Prof. Dr. Mikael Simons

Prof. Dr. Mikael Simons

Prof. Dr. Mikael Simons
 
 

Kurzbericht zur Mittelverwendung

„Tieferes Verständnis der Funktion von Phagozyten im Alter“

Wir interessieren uns für die Funktion von Phagozyten im Gehirn. Phagozyten sind wichtiger Bestandteil der angeborenen Immunantwort und für die Vernichtung von eingedrungen Pathogenen, aber auch von körpereigenen Material wie, amyloide Plaques, zuständig. Der Einschluss der Partikel erfolgt über die Bildung von Phagosomen, die nach Aufnahme der Partikel mit speziellen Vesikeln, den Lysosomen, verschmelzen. Um die Funktion dieser Zellen zu untersuchen, injizieren wir ein Toxin in die weiße Substanz des Gehirns, um die Myelinscheide lokal zu schädigen. Das beschädigte Myelin wird dann von Phagozyten in das Innere der Zelle aufgenommen und verdaut. Führt man jedoch dieses Experiment bei älteren Tieren durch findet man eine Anhäufung von unverdauten Resten in der Zelle. Bei den älteren Tieren kommt es in den Phagozyten zu Ablagerungen von Cholesterin in den Lysosomen. Das Cholesterin stammt aus den Myelinscheiden, die zu einem hohen Anteil aus Cholesterin bestehen. Die Anhäufung von Cholesterin löst nach einiger Zeit eine Entzündungsreaktion aus. Zur den Ablagerungen kommt es, weil die Phagozyten nicht in der Lage sind, Choleste­rinmoleküle abzubauen. Das überschüssige Cholesterin muss durch Lipoproteine abtransportiert werden. Im Gehirn wird diese Aufgabe in erster Linie von Apolipo­protein E übernommen.
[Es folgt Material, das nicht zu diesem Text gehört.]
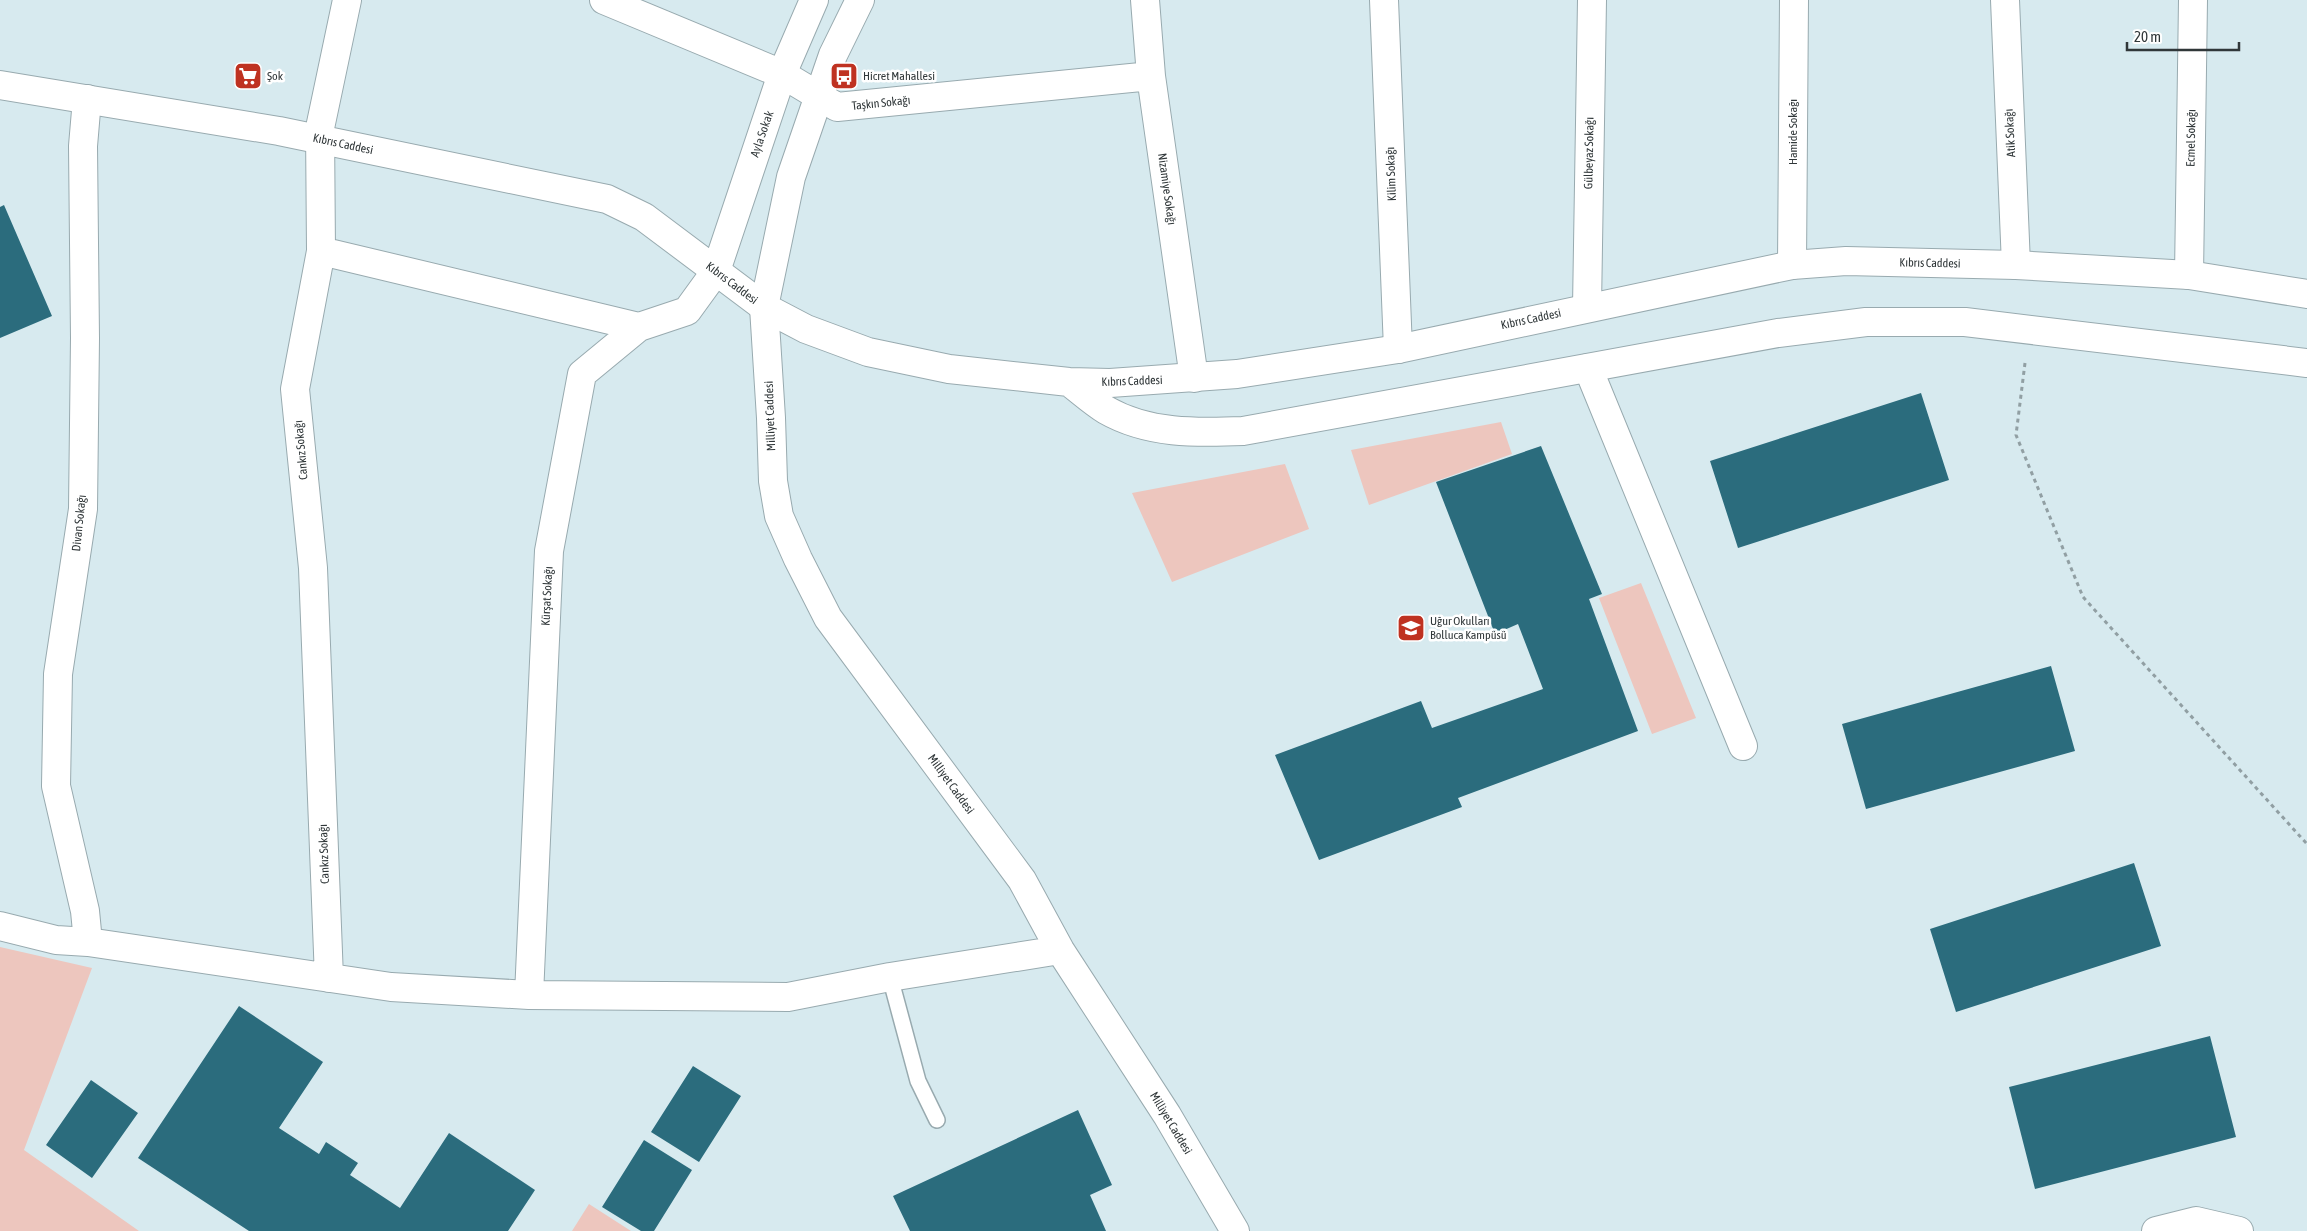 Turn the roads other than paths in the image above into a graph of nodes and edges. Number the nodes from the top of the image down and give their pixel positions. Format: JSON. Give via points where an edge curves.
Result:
{"nodes":[{"id":1,"x":346,"y":0,"type":"edge"},
{"id":2,"x":604,"y":0,"type":"edge"},
{"id":3,"x":814,"y":0,"type":"edge"},
{"id":4,"x":860,"y":0,"type":"edge"},
{"id":5,"x":1145,"y":0,"type":"edge"},
{"id":6,"x":1384,"y":0,"type":"edge"},
{"id":7,"x":1592,"y":0,"type":"edge"},
{"id":8,"x":1794,"y":0,"type":"edge"},
{"id":9,"x":2004,"y":0,"type":"edge"},
{"id":10,"x":2192,"y":0,"type":"edge"},
{"id":11,"x":782,"y":74,"type":"junction"},
{"id":12,"x":1151,"y":76,"type":"junction"},
{"id":13,"x":0,"y":85,"type":"edge"},
{"id":14,"x":819,"y":97,"type":"junction"},
{"id":15,"x":86,"y":99,"type":"junction"},
{"id":16,"x":320,"y":139,"type":"junction"},
{"id":17,"x":321,"y":251,"type":"junction"},
{"id":18,"x":1792,"y":265,"type":"junction"},
{"id":19,"x":2016,"y":265,"type":"junction"},
{"id":20,"x":716,"y":271,"type":"junction"},
{"id":21,"x":2189,"y":276,"type":"junction"},
{"id":22,"x":2307,"y":294,"type":"edge"},
{"id":23,"x":764,"y":307,"type":"junction"},
{"id":24,"x":1587,"y":307,"type":"junction"},
{"id":25,"x":639,"y":327,"type":"junction"},
{"id":26,"x":1398,"y":349,"type":"junction"},
{"id":27,"x":2307,"y":363,"type":"edge"},
{"id":28,"x":1588,"y":368,"type":"junction"},
{"id":29,"x":1194,"y":378,"type":"junction"},
{"id":30,"x":1069,"y":382,"type":"junction"},
{"id":31,"x":1743,"y":746,"type":"dead end"},
{"id":32,"x":0,"y":926,"type":"edge"},
{"id":33,"x":88,"y":942,"type":"junction"},
{"id":34,"x":1060,"y":950,"type":"junction"},
{"id":35,"x":890,"y":977,"type":"junction"},
{"id":36,"x":329,"y":978,"type":"junction"},
{"id":37,"x":529,"y":995,"type":"junction"},
{"id":38,"x":937,"y":1120,"type":"dead end"},
{"id":39,"x":1235,"y":1231,"type":"edge"},
{"id":40,"x":2156,"y":1231,"type":"edge"},
{"id":41,"x":2239,"y":1231,"type":"edge"}],
"edges":[{"from":1,"to":16,"type":"street","name":"Cankız Sokağı"},
{"from":2,"to":11,"type":"street","name":"Taşkın Sokağı"},
{"from":3,"to":11,"type":"street","name":"Ayla Sokak"},
{"from":4,"to":14,"type":"street","name":"Milliyet Caddesi","via":[[833,55]]},
{"from":5,"to":12,"type":"street","name":"Nizamiye Sokağı"},
{"from":6,"to":26,"type":"street","name":"Kilim Sokağı"},
{"from":7,"to":24,"type":"street","name":"Gülbeyaz Sokağı"},
{"from":8,"to":18,"type":"street","name":"Hamide Sokağı"},
{"from":9,"to":19,"type":"street","name":"Atik Sokağı"},
{"from":10,"to":21,"type":"street","name":"Ecmel Sokağı"},
{"from":11,"to":14,"type":"street","name":"Taşkın Sokağı"},
{"from":11,"to":20,"type":"street","name":"Ayla Sokak"},
{"from":12,"to":14,"type":"street","name":"Taşkın Sokağı","via":[[837,107]]},
{"from":12,"to":29,"type":"street","name":"Nizamiye Sokağı"},
{"from":13,"to":15,"type":"street","name":"Kıbrıs Caddesi"},
{"from":14,"to":23,"type":"street","name":"Milliyet Caddesi","via":[[791,177]]},
{"from":15,"to":16,"type":"street","name":"Kıbrıs Caddesi"},
{"from":15,"to":33,"type":"street","name":"Divan Sokağı","via":[[83,146],[83,509],[58,674],[56,786],[85,911]]},
{"from":16,"to":17,"type":"street","name":"Cankız Sokağı"},
{"from":16,"to":20,"type":"street","name":"Kıbrıs Caddesi","via":[[607,199],[644,217]]},
{"from":17,"to":25,"type":"street"},
{"from":17,"to":36,"type":"street","name":"Cankız Sokağı","via":[[295,389],[313,568]]},
{"from":18,"to":19,"type":"street","name":"Kıbrıs Caddesi","via":[[1846,261]]},
{"from":18,"to":24,"type":"street","name":"Kıbrıs Caddesi"},
{"from":19,"to":21,"type":"street","name":"Kıbrıs Caddesi"},
{"from":20,"to":23,"type":"street","name":"Kıbrıs Caddesi"},
{"from":20,"to":25,"type":"street","name":"Kürşat Sokağı","via":[[687,311]]},
{"from":21,"to":22,"type":"street","name":"Kıbrıs Caddesi"},
{"from":23,"to":30,"type":"street","name":"Kıbrıs Caddesi","via":[[806,329],[868,352],[949,369]]},
{"from":23,"to":34,"type":"street","name":"Milliyet Caddesi","via":[[773,481],[779,516],[798,559],[828,618],[1022,880]]},
{"from":24,"to":26,"type":"street","name":"Kıbrıs Caddesi"},
{"from":25,"to":37,"type":"street","name":"Kürşat Sokağı","via":[[582,374],[549,552]]},
{"from":26,"to":29,"type":"street","name":"Kıbrıs Caddesi"},
{"from":27,"to":28,"type":"street","via":[[1965,322],[1866,322],[1778,334]]},
{"from":28,"to":30,"type":"street","via":[[1271,427],[1196,433],[1146,427],[1106,410]]},
{"from":28,"to":31,"type":"street"},
{"from":29,"to":30,"type":"street","name":"Kıbrıs Caddesi"},
{"from":32,"to":33,"type":"street","via":[[56,940]]},
{"from":33,"to":36,"type":"street"},
{"from":34,"to":35,"type":"street"},
{"from":34,"to":39,"type":"street","name":"Milliyet Caddesi","via":[[1167,1115]]},
{"from":35,"to":37,"type":"street","via":[[788,997]]},
{"from":35,"to":38,"type":"lane","via":[[918,1081]]},
{"from":36,"to":37,"type":"street","via":[[391,987]]},
{"from":40,"to":41,"type":"street","via":[[2196,1221]]}]}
Diese Ergebnisse sind für das Verständnis der Funktion von Phagozyten im Alter relevant.

 

Lebenslauf

Mikael Simons studierte Medizin in Heidelberg. Mit einer doppelt preisgekrönten Dissertationsschrift über die molekularen Mechanismen der Alzheimer Krankheit, die am Zentrum für molekulare Biologie in Heidelberg entstand, wurde er 1998 promoviert. Als Postdoktorand und Stipendiat der Deutschen Forschungsgemeinschaft arbeitete er am Institut für Neurobiologie der Universität Heidelberg. Von 2000 bis 2004 war er Assistenzarzt an der Neurologischen Universitätsklinik Tübingen. 2004 wurde er Facharzt für Neurologie und habilitierte sich 2005 an der Universität Göttingen. 2007 übernahm er die Leitung der Multiple Sklerose-Ambulanz an der Klinik für Neurologie, Universität Göttingen. 2008 wurde er Gruppenleiter am Max-Planck-Institut für Experimentelle Medizin und  wurde 2008 mit einer W3-Heisenberg-Professur an die Abteilung für Neurologie der Universität Göttingen berufen.